Aim of the exercise. Print the lines that run from the line with "index mcp: (314, 264)" to the line with "thumb tip: (475, 406)", keeping both end lines, exactly as they appear in the entries below, and nothing else.
########
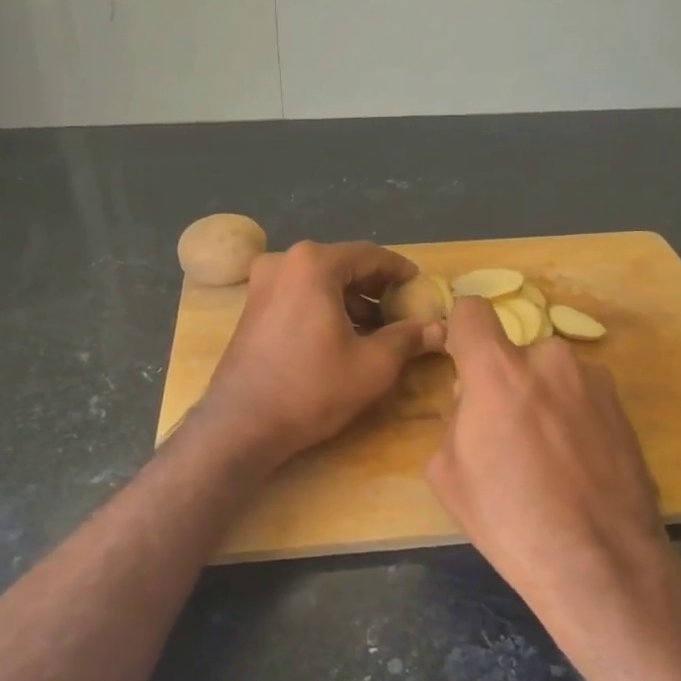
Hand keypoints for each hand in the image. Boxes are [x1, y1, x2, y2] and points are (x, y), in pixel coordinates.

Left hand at [197, 241, 443, 468]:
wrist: (241, 425)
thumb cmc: (311, 389)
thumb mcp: (372, 365)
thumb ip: (408, 338)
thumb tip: (439, 329)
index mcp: (314, 264)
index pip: (370, 255)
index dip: (401, 271)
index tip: (421, 287)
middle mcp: (284, 261)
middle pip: (343, 265)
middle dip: (376, 288)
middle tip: (403, 310)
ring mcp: (262, 283)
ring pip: (320, 281)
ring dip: (351, 300)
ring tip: (378, 329)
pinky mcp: (252, 307)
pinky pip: (299, 295)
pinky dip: (324, 307)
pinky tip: (343, 335)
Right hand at [426, 296, 671, 625]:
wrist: (600, 562)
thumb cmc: (510, 519)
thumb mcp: (447, 472)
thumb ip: (456, 418)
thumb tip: (475, 406)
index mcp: (498, 370)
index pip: (472, 311)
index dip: (461, 330)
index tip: (462, 360)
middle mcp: (550, 359)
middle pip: (514, 353)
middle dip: (505, 381)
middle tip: (507, 434)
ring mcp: (594, 381)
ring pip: (551, 376)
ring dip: (542, 398)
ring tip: (549, 457)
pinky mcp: (624, 407)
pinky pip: (581, 397)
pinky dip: (572, 417)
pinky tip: (577, 466)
########
Exercise solution.
index mcp: (314, 264)
index pip: (370, 255)
index dip: (401, 271)
index tip: (421, 287)
middle mcp: (284, 261)
middle pip: (343, 265)
middle dip: (376, 288)
middle tip: (403, 310)
ring mcp: (262, 283)
ring pip: (320, 281)
ring dip: (351, 300)
ring tip: (378, 329)
pinky mcp: (252, 307)
pinky pip: (299, 295)
pinky dip: (324, 307)
pinky tip: (343, 335)
Right hand at [426, 296, 671, 625]:
wrist: (600, 562)
thumb cmc: (510, 519)
thumb mcp: (447, 472)
thumb ip: (456, 418)
thumb tip: (475, 406)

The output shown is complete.